Rating:
# Awesome Mix1
## Challenge
+ The challenege was to break the Crypto Algorithm being used to get access.
+ Source code service.py is:
```python
from Crypto.PublicKey import RSA
from Crypto.Signature import PKCS1_v1_5 as RSAsign
from Crypto.Hash import SHA
from pad import PKCS1_pad as pad
from SECRET import flag
import sys
def verify(s,m,n,e):
if pow(s,e,n) == pad(m):
return True
else:
return False
key = RSA.generate(1024)
message = "super important information for admin only"
h = SHA.new(message)
signer = RSAsign.new(key)
signature = signer.sign(h)
s = int(signature.encode("hex"),16)
print "Welcome to admin's music portal.\nTo verify that you are the owner of this service\nsend the public key which will verify the following signature :\n"
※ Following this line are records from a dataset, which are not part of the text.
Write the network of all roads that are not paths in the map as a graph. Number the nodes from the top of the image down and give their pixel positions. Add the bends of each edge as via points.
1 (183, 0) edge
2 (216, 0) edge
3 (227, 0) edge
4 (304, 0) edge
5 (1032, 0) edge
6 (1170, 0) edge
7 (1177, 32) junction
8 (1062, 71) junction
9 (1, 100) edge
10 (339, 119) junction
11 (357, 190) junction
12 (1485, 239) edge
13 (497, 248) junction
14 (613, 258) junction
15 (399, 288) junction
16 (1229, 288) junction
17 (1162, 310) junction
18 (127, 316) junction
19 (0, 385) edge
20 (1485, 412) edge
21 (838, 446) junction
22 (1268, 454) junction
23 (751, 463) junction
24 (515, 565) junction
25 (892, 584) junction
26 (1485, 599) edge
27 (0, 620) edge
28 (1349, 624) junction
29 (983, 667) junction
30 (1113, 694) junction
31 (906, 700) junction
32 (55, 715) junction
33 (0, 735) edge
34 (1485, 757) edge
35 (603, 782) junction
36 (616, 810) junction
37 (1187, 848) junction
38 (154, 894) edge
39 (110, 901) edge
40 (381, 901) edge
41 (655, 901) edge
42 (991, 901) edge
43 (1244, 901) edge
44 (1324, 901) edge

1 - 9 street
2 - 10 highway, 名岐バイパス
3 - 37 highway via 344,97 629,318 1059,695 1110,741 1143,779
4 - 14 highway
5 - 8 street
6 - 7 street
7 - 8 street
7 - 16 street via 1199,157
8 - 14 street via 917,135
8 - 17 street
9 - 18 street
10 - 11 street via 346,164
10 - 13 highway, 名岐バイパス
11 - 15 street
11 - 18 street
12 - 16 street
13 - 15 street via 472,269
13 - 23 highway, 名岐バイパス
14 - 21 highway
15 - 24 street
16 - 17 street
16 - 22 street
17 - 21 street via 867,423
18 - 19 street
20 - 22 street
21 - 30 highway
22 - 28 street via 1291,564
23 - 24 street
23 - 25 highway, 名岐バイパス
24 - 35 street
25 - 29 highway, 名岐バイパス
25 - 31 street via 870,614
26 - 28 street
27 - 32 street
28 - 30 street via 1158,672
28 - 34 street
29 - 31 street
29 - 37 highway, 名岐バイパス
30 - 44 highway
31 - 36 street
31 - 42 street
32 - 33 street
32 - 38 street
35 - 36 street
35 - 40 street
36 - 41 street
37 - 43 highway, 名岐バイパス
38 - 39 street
print "Message ->", message
print "Signature ->", sig
print
sys.stdout.flush()
n = long(raw_input("Enter n:"))
print "n: " , n
e = long(raw_input("Enter e:"))
print "e : " , e
sys.stdout.flush()
input_key = RSA.construct((n,e))
print "input key : ", input_key
print
if verify(s,h.hexdigest(),n,e):
print flag
else:
print "Music is only for admin's eyes."
```
+ source code for pad.py :
```python
def PKCS1_pad(data):
asn1 = "003021300906052b0e03021a05000414"
ans = asn1+data
n=len(ans)
padding = '0001'+'f'*(1024/4-n-4)
return int((padding + ans),16)
```
## Analysis
+ the if statement in verify checks the input against `pad(m)` which is always `h.hexdigest()` and thus constant
+ so now we need the correct values of `s, n, and e`
+ `pow(s,e,n) =: s^e % n`
+ if `e=1` , `s%n = pad(m)`
+ thus `n = pad(m) - s`
## Own Code:
```pthon
from Crypto.PublicKey import RSA
from Crypto.Signature import PKCS1_v1_5 as RSAsign
from Crypto.Hash import SHA
from pad import PKCS1_pad as pad
import sys
message = "super important information for admin only"
h = SHA.new(message)
padding = pad(h.hexdigest())
sig = raw_input('enter signature > ').strip()
s = int(sig,16)
print "s : " , s
print
print "n = ", s - padding
print
print "e = 1"
```
# The values of n and e when input to the service gives the flag!